I accepted this, but later conversation spurred me to look again. So let's
summarise the situation.
Comparisons
Ease of use
From the python perspective, pyarrow interoperates with decimal.Decimal
objects; internally it holds
an optimised binary representation. Arithmetic with integers is automatic and explicit conversion to/from
float is supported, but arithmetic with floats is not supported.
import decimal
import pandas as pd
import dask.dataframe as dd
import pyarrow as pa
# dtype object
pa_dtype = pa.decimal128(precision=7, scale=3)
# creation from decimal objects
data = pa.array(
[
decimal.Decimal("8093.012"),
decimal.Decimal("8094.123"),
decimal.Decimal("8095.234"),
decimal.Decimal("8096.345"),
decimal.Decimal("8097.456"),
decimal.Decimal("8098.567"),
],
type=pa_dtype,
)
df = pd.DataFrame({"x": data}, dtype=pd.ArrowDtype(pa_dtype))
# explicit conversion
df_float = df.astype("float")
df2 = df_float.astype(pd.ArrowDtype(pa_dtype))
assert df.x.equals(df2.x)
# fail to operate on floats
df.x[0] = 1.1 # ArrowTypeError
df + 1.1 # ArrowTypeError
df + decimal.Decimal("1.1") # OK
Conversely, pandas-decimal
does not handle decimal.Decimal
only, but implicitly converts
to and from floats on access. This means that arithmetic works as you would normally expect,
except you lose the precision guarantees of the decimal representation.
import pandas_decimal
# creation with floats
df = pd.DataFrame(
{"x": [8093.012, 8094.123, 8095.234, 8096.345, 8097.456, 8098.567]},
dtype="decimal[3]",
)
# conversion
# explicit conversion
df_float = df.astype("float")
df2 = df_float.astype("decimal[3]")
assert df.x.equals(df2.x)
# operating on floats
df.x[0] = 1.1 # OK
df + 1.1 # OK
df + decimal.Decimal("1.1") # ValueError
Performance
Comparing the two vectorised array types to python objects and each other, we see clearly that pandas-decimal wins on all operations. I include also just one float calculation, showing that pandas-decimal is even faster than that.
data = [8093.012, 8094.123, 8095.234, 8096.345, 8097.456, 8098.567] * 1000000
# pyarrow
df = pd.DataFrame({"x": data).astype(dtype=pd.ArrowDtype(pa_dtype))
%timeit df.x + 1
16.2 ms ± 85.8 µs
%timeit df.x + decimal.Decimal(0.1)
150 ms ± 1.09 ms
%timeit df.x.mean()
17.5 ms ± 54.1 µs
%timeit df.x.std() # Error
# pandas-decimal
df = pd.DataFrame({"x": data}, dtype="decimal[3]")
%timeit df.x + 1
4.62 ms ± 48.5 µs
%timeit df.x + 0.1
4.9 ms ± 530 µs
%timeit df.x.mean()
2.16 ms ± 1.79 µs
%timeit df.x.std()
11 ms ± 119 µs
# pure python
df["x"] = df.x.map(lambda x: decimal.Decimal(str(x)))
%timeit df.x + 1
475 ms ± 4.79 ms
%timeit df.x + decimal.Decimal(0.1)
460 ms ± 7.96 ms
%timeit df.x.mean()
392 ms ± 573 µs
%timeit df.x.mean() # Error
# inexact floats
df["x"] = df.x.astype("float")
%timeit df.x.mean()
7.6 ms ± 115 µs
IO
pyarrow
's decimal column can be saved to/loaded from parquet without conversion, and quickly.
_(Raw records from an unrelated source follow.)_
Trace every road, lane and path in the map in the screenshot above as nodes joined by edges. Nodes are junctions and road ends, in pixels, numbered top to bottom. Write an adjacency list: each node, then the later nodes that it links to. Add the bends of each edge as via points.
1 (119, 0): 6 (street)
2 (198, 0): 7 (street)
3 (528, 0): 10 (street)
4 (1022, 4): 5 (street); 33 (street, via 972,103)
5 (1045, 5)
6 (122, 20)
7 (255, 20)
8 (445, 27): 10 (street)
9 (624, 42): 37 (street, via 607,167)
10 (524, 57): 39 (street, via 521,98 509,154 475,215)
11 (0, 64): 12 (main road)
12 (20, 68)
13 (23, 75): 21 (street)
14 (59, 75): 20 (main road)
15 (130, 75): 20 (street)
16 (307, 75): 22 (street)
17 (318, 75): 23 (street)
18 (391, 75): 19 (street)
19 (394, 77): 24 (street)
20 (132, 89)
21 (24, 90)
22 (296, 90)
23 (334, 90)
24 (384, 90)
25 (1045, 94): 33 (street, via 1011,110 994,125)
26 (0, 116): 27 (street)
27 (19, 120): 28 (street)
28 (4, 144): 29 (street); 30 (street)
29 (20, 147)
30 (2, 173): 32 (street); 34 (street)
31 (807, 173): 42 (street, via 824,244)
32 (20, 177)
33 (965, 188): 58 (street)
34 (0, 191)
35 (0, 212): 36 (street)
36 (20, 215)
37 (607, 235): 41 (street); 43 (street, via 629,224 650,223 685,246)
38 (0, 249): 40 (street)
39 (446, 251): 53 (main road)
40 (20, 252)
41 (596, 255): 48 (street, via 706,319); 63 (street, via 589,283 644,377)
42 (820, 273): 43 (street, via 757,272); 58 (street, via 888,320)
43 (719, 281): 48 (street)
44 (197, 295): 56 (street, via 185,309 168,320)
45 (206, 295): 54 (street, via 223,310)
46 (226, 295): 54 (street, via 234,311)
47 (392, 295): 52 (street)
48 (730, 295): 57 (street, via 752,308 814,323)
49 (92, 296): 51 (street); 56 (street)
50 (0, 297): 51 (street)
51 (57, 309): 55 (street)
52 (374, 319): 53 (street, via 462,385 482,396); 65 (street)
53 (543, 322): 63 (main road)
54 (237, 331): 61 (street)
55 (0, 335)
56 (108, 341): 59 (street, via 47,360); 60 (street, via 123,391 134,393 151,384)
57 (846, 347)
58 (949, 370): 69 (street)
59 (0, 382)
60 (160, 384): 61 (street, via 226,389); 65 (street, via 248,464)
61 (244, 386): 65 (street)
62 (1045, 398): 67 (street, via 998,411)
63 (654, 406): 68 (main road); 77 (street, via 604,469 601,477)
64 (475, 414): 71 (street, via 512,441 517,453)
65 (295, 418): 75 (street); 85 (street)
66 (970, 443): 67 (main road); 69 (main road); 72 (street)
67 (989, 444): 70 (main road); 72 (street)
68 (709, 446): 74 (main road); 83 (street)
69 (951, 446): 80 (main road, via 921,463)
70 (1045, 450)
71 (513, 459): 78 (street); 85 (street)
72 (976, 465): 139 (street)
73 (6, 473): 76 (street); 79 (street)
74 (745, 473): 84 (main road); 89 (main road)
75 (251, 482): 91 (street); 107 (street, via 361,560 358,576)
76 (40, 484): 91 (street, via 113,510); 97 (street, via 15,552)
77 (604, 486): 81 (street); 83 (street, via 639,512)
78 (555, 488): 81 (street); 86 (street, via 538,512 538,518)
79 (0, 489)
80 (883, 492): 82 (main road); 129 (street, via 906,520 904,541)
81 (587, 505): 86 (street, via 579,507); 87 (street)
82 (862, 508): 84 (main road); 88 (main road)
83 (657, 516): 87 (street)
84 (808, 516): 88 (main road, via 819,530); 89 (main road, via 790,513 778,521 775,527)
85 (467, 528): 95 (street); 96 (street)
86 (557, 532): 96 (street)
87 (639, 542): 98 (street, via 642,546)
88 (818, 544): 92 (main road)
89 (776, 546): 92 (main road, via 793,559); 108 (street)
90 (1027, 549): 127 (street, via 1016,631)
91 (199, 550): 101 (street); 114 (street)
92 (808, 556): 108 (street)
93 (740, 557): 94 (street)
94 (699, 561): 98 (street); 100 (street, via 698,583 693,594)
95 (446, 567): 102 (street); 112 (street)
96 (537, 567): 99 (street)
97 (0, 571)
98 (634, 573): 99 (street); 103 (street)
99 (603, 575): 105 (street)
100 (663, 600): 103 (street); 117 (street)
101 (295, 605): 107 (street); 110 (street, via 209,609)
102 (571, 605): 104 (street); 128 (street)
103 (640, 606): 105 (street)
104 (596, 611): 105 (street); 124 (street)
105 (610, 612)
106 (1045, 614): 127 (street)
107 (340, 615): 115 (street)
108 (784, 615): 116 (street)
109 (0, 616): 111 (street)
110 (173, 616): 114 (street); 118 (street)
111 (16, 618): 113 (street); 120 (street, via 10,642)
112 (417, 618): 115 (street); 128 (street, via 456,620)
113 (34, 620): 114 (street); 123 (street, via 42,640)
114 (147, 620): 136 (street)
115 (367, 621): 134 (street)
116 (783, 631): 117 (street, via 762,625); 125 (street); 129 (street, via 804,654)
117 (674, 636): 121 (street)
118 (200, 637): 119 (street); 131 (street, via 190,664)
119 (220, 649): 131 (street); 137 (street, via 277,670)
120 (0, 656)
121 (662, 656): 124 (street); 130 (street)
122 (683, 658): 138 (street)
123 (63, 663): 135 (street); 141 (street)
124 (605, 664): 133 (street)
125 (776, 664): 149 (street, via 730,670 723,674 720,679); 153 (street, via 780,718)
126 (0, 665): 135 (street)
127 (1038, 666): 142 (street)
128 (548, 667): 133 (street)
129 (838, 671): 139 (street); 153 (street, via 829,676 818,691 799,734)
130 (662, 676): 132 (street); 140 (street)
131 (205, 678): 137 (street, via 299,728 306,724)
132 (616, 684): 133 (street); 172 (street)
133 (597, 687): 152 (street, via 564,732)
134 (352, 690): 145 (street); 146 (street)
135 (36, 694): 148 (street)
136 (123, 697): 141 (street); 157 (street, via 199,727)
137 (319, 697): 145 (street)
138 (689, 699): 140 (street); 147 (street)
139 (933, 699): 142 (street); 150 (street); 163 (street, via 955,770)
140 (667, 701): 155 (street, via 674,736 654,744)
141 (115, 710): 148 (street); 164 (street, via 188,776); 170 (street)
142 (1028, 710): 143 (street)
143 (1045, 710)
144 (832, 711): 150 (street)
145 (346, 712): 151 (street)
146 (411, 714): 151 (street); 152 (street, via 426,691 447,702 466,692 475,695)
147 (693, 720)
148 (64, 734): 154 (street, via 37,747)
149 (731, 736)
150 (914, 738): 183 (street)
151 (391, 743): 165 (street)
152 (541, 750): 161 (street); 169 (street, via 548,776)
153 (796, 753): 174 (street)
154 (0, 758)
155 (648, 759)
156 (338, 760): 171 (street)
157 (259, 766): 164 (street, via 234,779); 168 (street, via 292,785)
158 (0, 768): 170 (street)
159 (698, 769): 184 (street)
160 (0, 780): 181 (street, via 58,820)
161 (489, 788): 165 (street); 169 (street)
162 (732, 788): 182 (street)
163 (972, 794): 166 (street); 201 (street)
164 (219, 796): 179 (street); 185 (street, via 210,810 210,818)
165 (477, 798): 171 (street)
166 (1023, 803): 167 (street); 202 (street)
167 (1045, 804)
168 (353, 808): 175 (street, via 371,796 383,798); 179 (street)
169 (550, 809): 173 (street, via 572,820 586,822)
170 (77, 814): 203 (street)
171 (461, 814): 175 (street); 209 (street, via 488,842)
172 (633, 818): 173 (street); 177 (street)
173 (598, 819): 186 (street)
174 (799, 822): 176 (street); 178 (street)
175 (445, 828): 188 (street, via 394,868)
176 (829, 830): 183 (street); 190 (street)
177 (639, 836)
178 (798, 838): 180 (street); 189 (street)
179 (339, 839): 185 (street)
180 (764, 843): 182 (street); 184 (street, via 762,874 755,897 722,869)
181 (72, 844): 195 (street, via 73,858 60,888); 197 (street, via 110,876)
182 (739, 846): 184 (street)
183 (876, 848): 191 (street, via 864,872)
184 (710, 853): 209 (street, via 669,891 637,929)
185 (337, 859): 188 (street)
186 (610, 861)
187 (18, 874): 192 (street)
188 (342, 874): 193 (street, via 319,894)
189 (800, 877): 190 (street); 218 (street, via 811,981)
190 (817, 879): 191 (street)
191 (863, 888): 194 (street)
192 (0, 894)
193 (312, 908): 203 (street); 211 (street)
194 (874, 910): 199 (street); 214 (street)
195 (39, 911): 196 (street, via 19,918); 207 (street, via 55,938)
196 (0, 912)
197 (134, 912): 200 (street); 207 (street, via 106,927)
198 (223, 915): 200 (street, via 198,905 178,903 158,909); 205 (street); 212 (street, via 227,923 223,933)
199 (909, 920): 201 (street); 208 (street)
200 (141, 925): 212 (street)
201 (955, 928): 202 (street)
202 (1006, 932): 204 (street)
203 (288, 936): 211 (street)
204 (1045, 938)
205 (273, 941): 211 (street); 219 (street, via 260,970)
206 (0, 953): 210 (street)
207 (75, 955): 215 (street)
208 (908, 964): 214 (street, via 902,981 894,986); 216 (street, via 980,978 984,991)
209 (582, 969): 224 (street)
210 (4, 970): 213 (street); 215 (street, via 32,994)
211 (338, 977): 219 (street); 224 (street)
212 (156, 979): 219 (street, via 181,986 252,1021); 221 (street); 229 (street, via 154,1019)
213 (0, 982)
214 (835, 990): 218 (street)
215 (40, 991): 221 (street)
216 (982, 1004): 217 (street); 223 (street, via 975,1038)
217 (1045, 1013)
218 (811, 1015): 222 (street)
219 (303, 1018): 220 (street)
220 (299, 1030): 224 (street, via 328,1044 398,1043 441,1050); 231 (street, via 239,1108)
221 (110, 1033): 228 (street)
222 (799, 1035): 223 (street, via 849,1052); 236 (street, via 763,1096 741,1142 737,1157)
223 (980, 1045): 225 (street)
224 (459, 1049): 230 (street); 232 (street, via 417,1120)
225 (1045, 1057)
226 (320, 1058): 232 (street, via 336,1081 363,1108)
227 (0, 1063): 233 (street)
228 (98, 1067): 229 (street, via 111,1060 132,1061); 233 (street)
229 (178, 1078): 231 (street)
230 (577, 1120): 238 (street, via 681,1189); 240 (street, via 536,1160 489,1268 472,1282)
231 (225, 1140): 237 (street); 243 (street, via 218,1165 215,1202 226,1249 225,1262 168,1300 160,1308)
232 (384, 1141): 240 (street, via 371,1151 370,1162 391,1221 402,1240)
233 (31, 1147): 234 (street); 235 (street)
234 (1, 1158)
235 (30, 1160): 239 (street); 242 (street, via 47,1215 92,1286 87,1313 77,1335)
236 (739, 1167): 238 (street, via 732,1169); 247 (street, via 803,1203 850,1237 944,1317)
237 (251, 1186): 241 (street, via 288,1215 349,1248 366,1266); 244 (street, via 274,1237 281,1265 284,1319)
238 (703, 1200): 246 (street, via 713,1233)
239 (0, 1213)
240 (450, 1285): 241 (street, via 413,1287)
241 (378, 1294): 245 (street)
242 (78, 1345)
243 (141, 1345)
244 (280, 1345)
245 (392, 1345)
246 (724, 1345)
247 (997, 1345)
Conversion
to text (e.g., for CSV) is as slow as you would expect, since it doesn't gain from vectorisation.
pandas-decimal
is not integrated with any IO. In the original design, it was anticipated that integration
with fastparquet
would be trivial, and would not need any additional dependencies, but this has not been
implemented since development of pandas-decimal halted
Summary
pyarrow
does not provide the all-encompassing solution to fixed-precision decimals we would have hoped
for - at least not yet. One assumes that the functionality may well already exist within arrow
itself,
but is not well exposed to pandas
due to lack of interest/motivation. This surprised me somewhat,
since finance is such a big user of pandas
, and has traditionally required exact decimals for instance
in their database models.
For the time being, pandas-decimal
, a very small-effort proof-of concept, shows clear advantages in
speed and flexibility. However, I still don't particuylarly recommend it to anyone for three mean reasons:
- it is a separate, non-standard install, whereas
pyarrow
is likely already available in the environments - it lacks testing or any support (the status of this in pandas/pyarrow is not known to me)
- the integration with parquet has not been done
I am hoping, that by writing this post, I will motivate arrow
developers to improve decimal support, so
that pandas-decimal
can be retired even as a proof of concept.